July 12, 2008 10:32 AM   Subscribe

Dr. Michael E. DeBakey died last night a few months shy of 100 years old. The father of modern cardiovascular surgery, he extended the lives of thousands through multiple surgical innovations.

He died of natural causes at Methodist Hospital, the hospital he worked at well into his 90's, part of the Texas Medical Center, which his work helped establish as a center of medical and scholastic excellence during his lifetime.

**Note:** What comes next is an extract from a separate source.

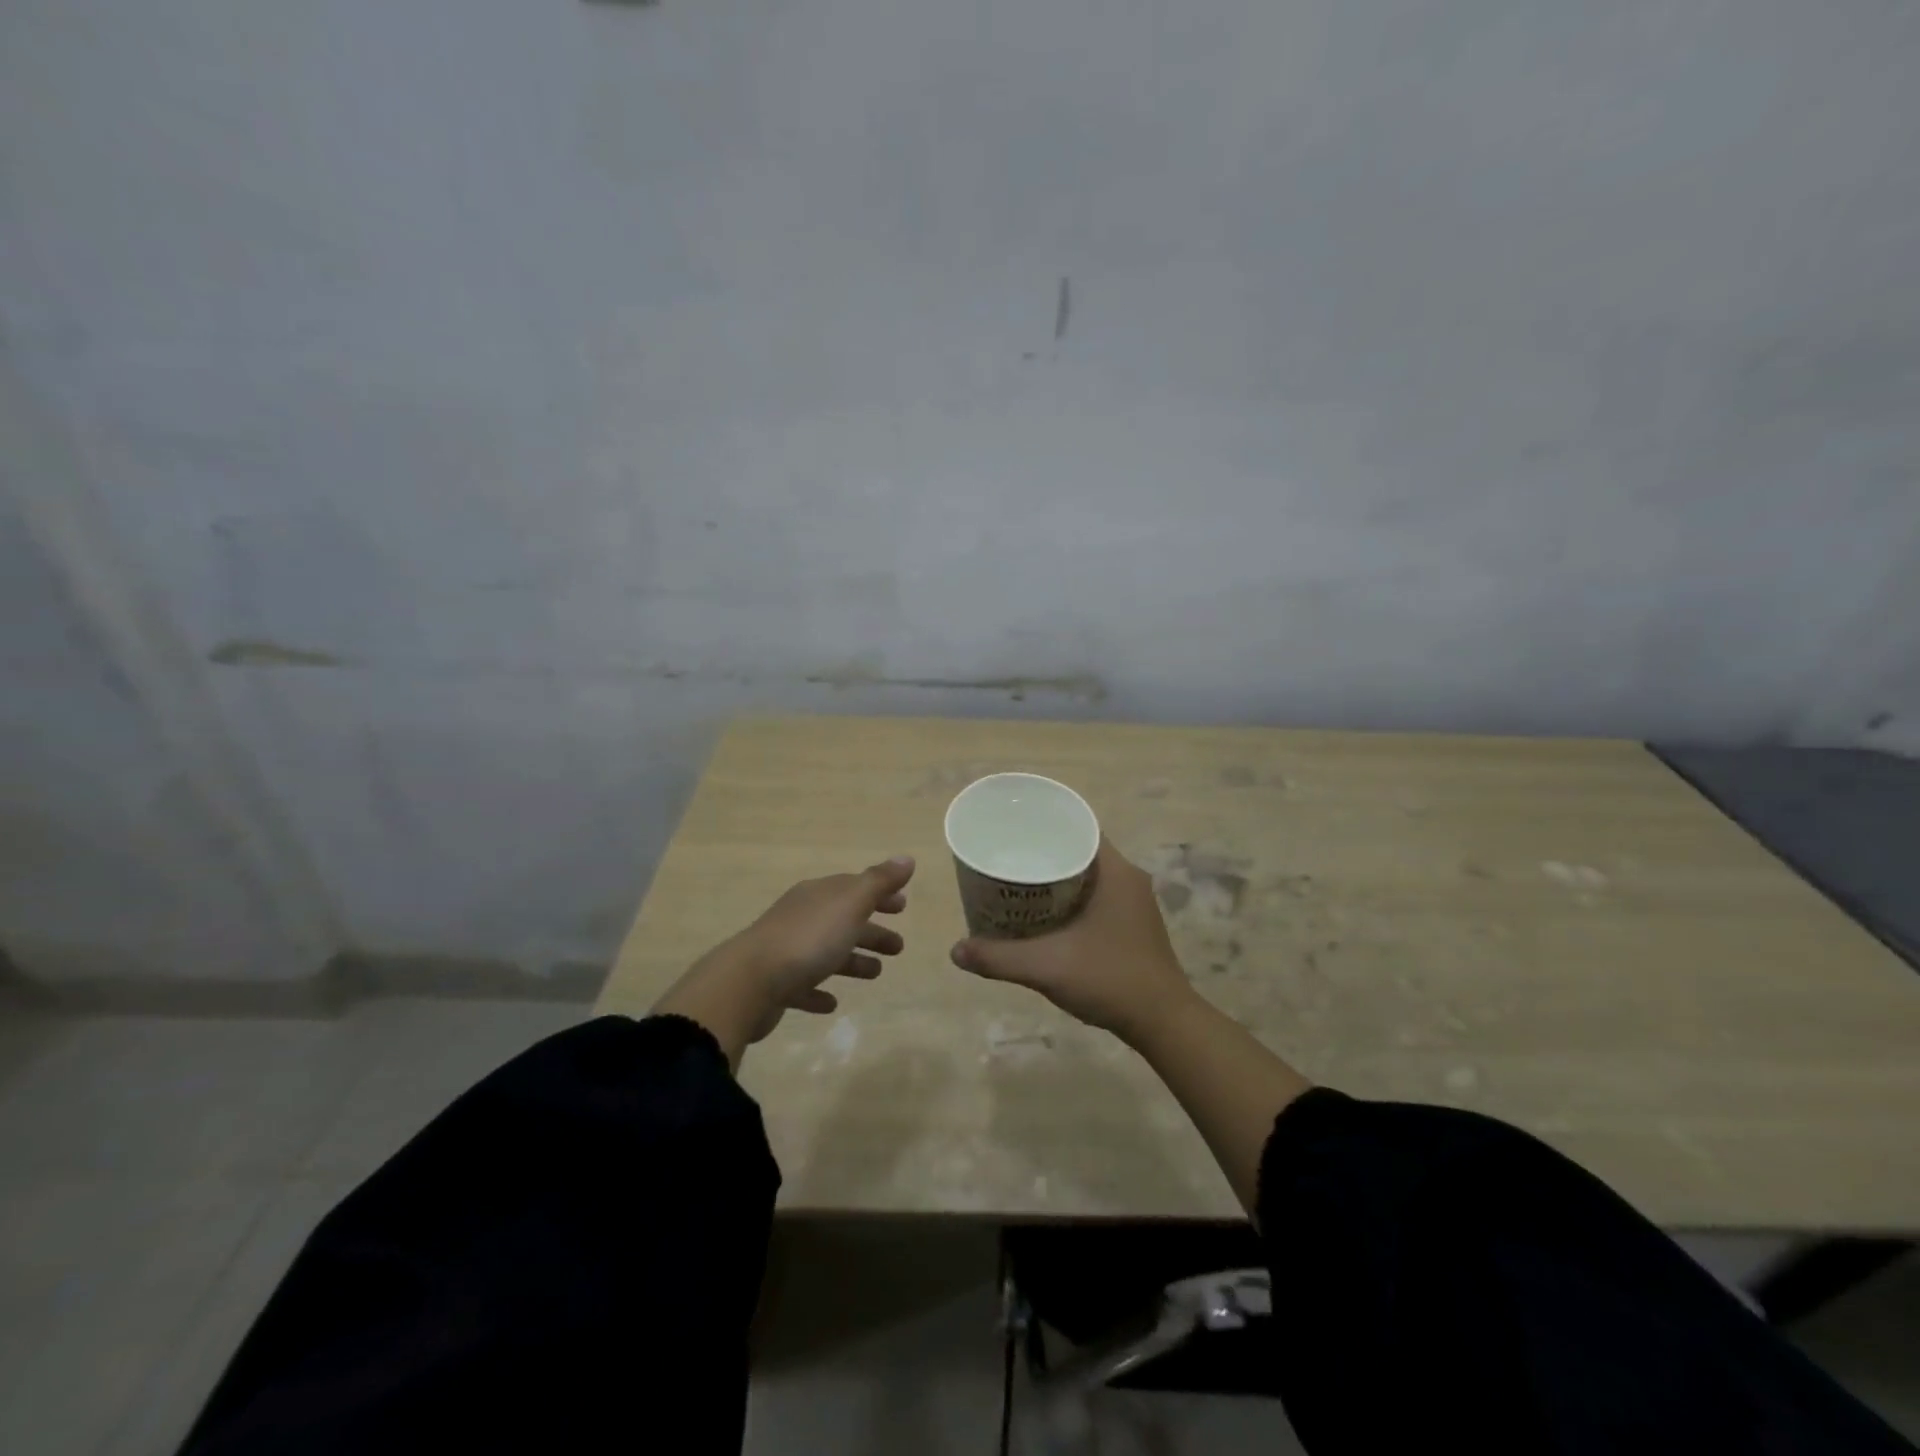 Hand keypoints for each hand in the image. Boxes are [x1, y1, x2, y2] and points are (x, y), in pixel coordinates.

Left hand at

Some of those innovations he created: the roller pump (while in med school in the 1930's) the central part of a heart-lung machine that made open heart surgery possible, the connection between smoking and lung cancer, Dacron grafts, MASH units, and techniques to repair a ruptured aorta (surgery he underwent himself at 97).

Among the over 60,000 patients he operated on in his lifetime: Marlene Dietrich, LBJ, Nixon, Boris Yeltsin, Jerry Lewis.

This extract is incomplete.